ABSTRACT

Coding theory supports reliable, robust communication even while using imperfect channels, which distort messages. It has evolved since its emergence in the 1940s to support various applications ranging from secure communications to data storage. Bespoke codes and customized error correction or erasure recovery algorithms satisfy ever-changing technological needs. Evaluation codes employ tools and underlying structures from algebraic geometry and commutative algebra to provide flexible constructions that address various scenarios. They build on the heavily utilized Reed-Solomon and Reed-Muller codes which depend on polynomial structures. This project focuses on designing codes and algorithms which recover erased data or correct errors using less information than traditional methods, building frameworks for use in practical settings, and employing them in quantum error correction. The impact of this proposed research expands beyond the immediate scientific applications to serve as a platform for student and postdoctoral training and efforts to diversify the discipline. The PIs have a history of providing research engagement opportunities and amplifying them via other outreach such as Cleveland State University's STEM Peer Teachers and Association of Latin Professionals for America as well as Virginia Tech's Broadening Engagement and Participation in Undergraduate Research, SWIMM: Supporting Women in Mathematics through Mentoring, and Virginia's Commonwealth Cyber Initiative.

Evaluation codes are a large family of error-correcting codes, encompassing algebraic geometry codes and polynomial codes, such as Reed-Solomon and Reed-Muller codes. This project advances their utility by investigating their duals, focusing on the hull of a code, meaning the intersection of the code and its dual. The hull plays a role in the complexity of several algorithms in code-based cryptography, protection against side-channel and fault injection attacks, and quantum error correction. Tools from algebraic geometry and commutative algebra will be employed to determine duals and hulls of evaluation codes, including multivariate Goppa codes and codes from curves, and provide explicit constructions for codes with controlled duals.

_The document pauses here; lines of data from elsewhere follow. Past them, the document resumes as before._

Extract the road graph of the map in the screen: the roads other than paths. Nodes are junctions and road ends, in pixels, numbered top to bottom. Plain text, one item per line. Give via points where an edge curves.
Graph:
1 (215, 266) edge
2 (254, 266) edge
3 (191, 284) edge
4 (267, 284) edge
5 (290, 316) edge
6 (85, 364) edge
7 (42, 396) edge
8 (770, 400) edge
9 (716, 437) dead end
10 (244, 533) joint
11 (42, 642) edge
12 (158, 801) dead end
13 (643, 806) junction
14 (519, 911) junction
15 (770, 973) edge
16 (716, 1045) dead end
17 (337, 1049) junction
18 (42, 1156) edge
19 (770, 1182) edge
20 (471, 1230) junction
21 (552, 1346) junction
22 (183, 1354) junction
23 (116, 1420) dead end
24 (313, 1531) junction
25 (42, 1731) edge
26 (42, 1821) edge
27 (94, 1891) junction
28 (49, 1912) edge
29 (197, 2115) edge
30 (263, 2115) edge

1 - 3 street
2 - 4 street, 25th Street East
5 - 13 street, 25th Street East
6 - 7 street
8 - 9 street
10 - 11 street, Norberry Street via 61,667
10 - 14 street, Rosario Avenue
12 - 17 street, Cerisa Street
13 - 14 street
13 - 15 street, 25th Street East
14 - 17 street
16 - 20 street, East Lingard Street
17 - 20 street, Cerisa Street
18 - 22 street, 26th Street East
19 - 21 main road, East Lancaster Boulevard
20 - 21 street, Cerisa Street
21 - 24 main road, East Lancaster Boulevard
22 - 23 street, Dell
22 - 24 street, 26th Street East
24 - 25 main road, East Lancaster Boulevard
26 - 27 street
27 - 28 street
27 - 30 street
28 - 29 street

Objectives include designing evaluation codes and algorithms which utilize less information in erasure recovery (via linear exact repair) and error correction (via fractional decoding); extending the framework for polar coding via evaluation codes to channels with memory; and constructing new codes for quantum error correction. The proposed research serves as an ideal training ground for students and postdoctoral researchers due to multiple points of entry and the opportunity for computation, allowing for increased opportunities to diversify the discipline.

This award reflects NSF's statutory mission and has been deemed worthy of support through evaluation using the Foundation's intellectual merit and broader impacts review criteria.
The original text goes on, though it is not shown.